▸ **Records shown**
= = = = =

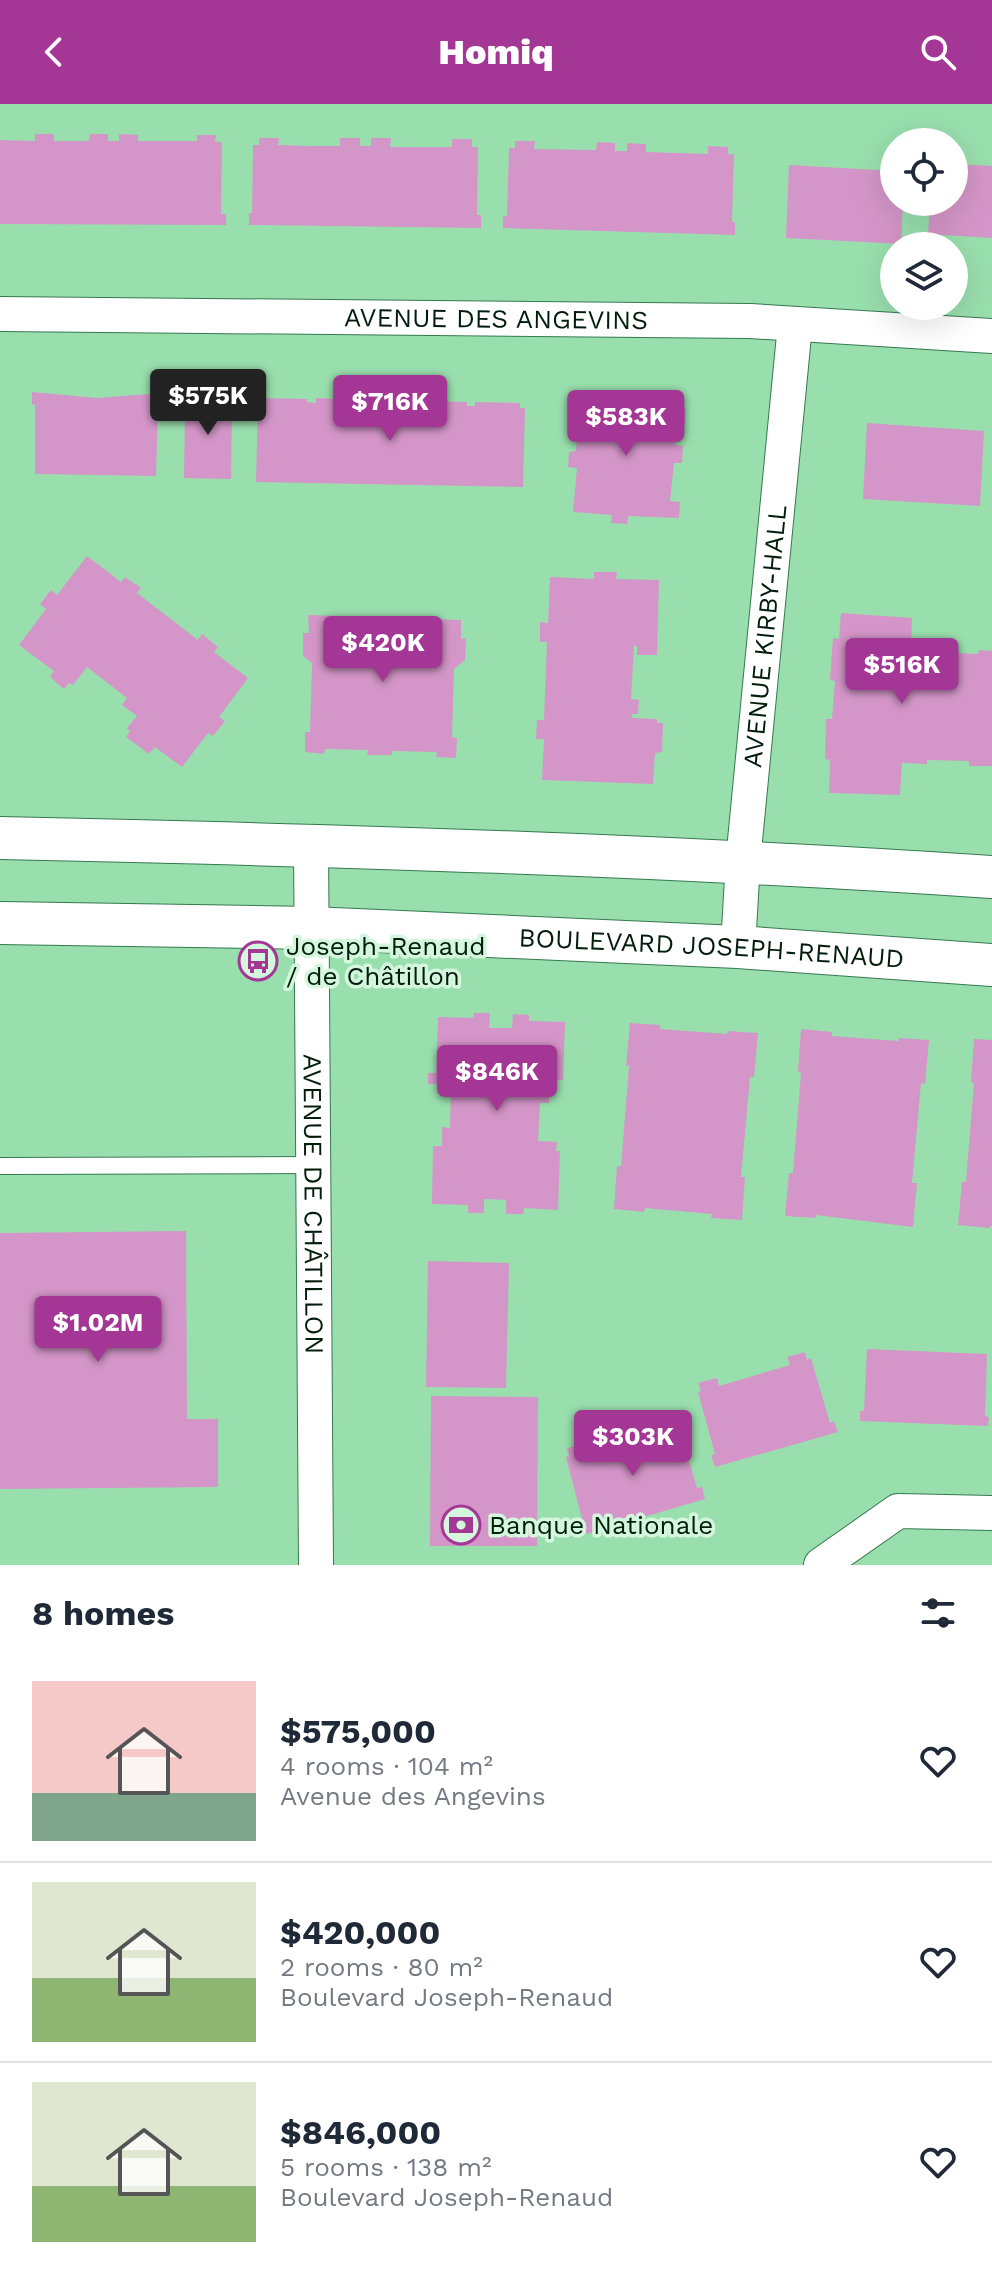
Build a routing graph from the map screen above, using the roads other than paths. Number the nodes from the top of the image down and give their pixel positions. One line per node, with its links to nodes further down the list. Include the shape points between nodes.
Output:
1 (0, 314): 2 (street, AVENUE DES ANGEVINS)
2 (795, 325): 3 (street, AVENUE DES ANGEVINS); 6 (street, AVENUE KIRBY-HALL)
3 (992, 336)
4 (0, 838): 5 (street)
5 (311, 844): 6 (street); 9 (street, AVENUE DE CHÂTILLON)
6 (743, 861): 7 (street); 10 (street, AVENUE KIRBY-HALL)
7 (992, 877)
8 (0, 923): 9 (street, BOULEVARD JOSEPH-RENAUD)
9 (311, 928): 10 (street, BOULEVARD JOSEPH-RENAUD); 12 (street, AVENUE DE CHÂTILLON)
10 (738, 947): 11 (street, BOULEVARD JOSEPH-RENAUD)
11 (992, 965)
12 (313, 1165): 13 (lane); 15 (street, AVENUE DE CHÂTILLON)
13 (0, 1166)
14 (992, 1513): 16 (street, via 898,1511)
15 (316, 1565)
16 (821, 1565)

= = = = =

▸ **Problem to solve**
The records must be copied with no word altered, and without their pictures.

▸ **Expected answer**
Build a routing graph from the map screen above, using the roads other than paths. Number the nodes from the top of the image down and give their pixel positions. One line per node, with its links to nodes further down the list. Include the shape points between nodes.
Output:
1 (0, 314): 2 (street, AVENUE DES ANGEVINS)
2 (795, 325): 3 (street, AVENUE DES ANGEVINS); 6 (street, AVENUE KIRBY-HALL)
3 (992, 336)
4 (0, 838): 5 (street)
5 (311, 844): 6 (street); 9 (street, AVENUE DE CHÂTILLON)
6 (743, 861): 7 (street); 10 (street, AVENUE KIRBY-HALL)
7 (992, 877)
8 (0, 923): 9 (street, BOULEVARD JOSEPH-RENAUD)
9 (311, 928): 10 (street, BOULEVARD JOSEPH-RENAUD); 12 (street, AVENUE DE CHÂTILLON)
10 (738, 947): 11 (street, BOULEVARD JOSEPH-RENAUD)
11 (992, 965)
12 (313, 1165): 13 (lane); 15 (street, AVENUE DE CHÂTILLON)
13 (0, 1166)
14 (992, 1513): 16 (street, via 898,1511)
15 (316, 1565)
16 (821, 1565)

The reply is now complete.